■ RECORDS SHOWN
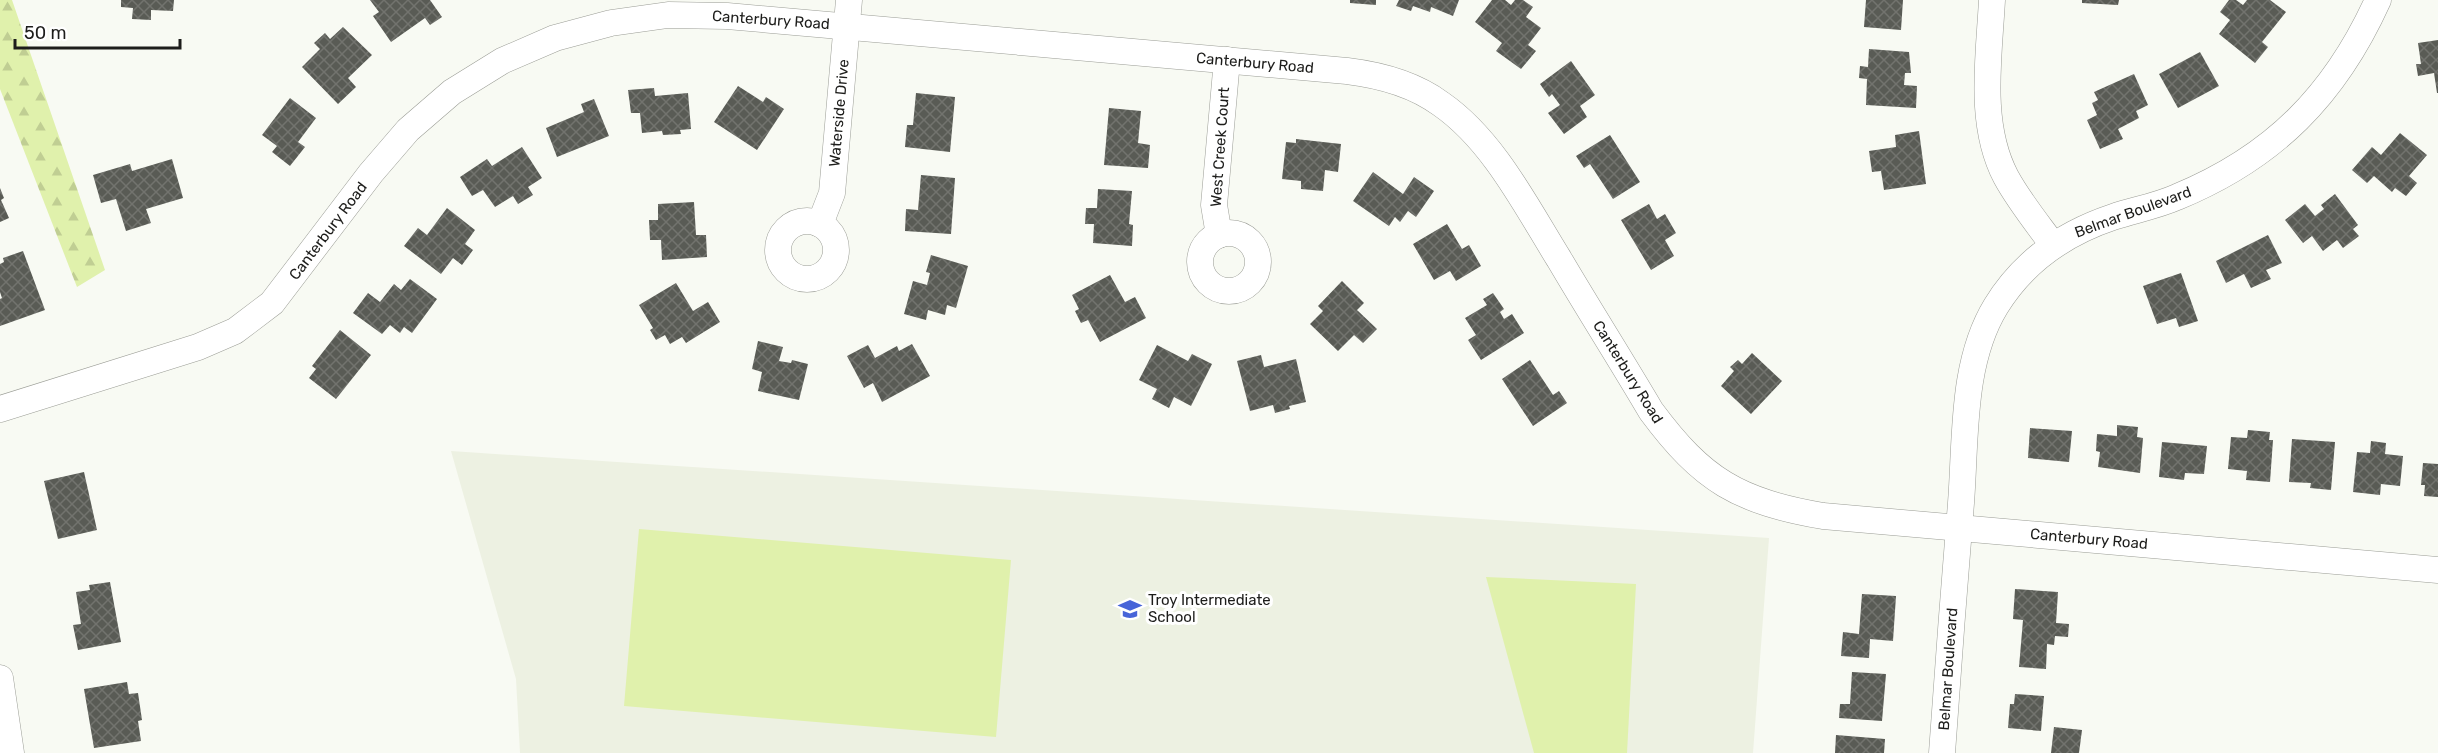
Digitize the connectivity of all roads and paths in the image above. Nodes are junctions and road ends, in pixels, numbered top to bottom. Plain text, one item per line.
1 (849, 0) edge
2 (1992, 0) edge
3 (2378, 0) edge
4 (847, 26) junction
5 (1227, 60) junction
6 (820, 224) dead end
7 (1219, 234) dead end
8 (2053, 245) junction
9 (0, 409) edge
10 (1958, 528) junction
11 (2438, 570) edge
12 (0, 678) edge
13 (11, 753) edge
14 (1942, 753) edge

1 - 4 street, Waterside Drive
2 - 8 street
3 - 8 street, Belmar Boulevard
4 - 5 street, Canterbury Road
4 - 6 street, Waterside Drive
4 - 9 street, Canterbury Road
5 - 7 street, West Creek Court
5 - 10 street, Canterbury Road
8 - 10 street, Belmar Boulevard
10 - 11 street, Canterbury Road
10 - 14 street, Belmar Boulevard
12 - 13 street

■ ASSIGNED TASK
Send back the data above verbatim, leaving out its pictures.

■ RESPONSE AREA
Digitize the connectivity of all roads and paths in the image above. Nodes are junctions and road ends, in pixels, numbered top to bottom. Plain text, one item per line.
1 (849, 0) edge
2 (1992, 0) edge
3 (2378, 0) edge
4 (847, 26) junction
5 (1227, 60) junction
6 (820, 224) dead end
7 (1219, 234) dead end
8 (2053, 245) junction
9 (0, 409) edge
10 (1958, 528) junction
11 (2438, 570) edge
12 (0, 678) edge
13 (11, 753) edge
14 (1942, 753) edge

1 - 4 street, Waterside Drive
2 - 8 street
3 - 8 street, Belmar Boulevard
4 - 5 street, Canterbury Road
4 - 6 street, Waterside Drive
4 - 9 street, Canterbury Road
5 - 7 street, West Creek Court
5 - 10 street, Canterbury Road
8 - 10 street, Belmar Boulevard
10 - 11 street, Canterbury Road
10 - 14 street, Belmar Boulevard
12 - 13 street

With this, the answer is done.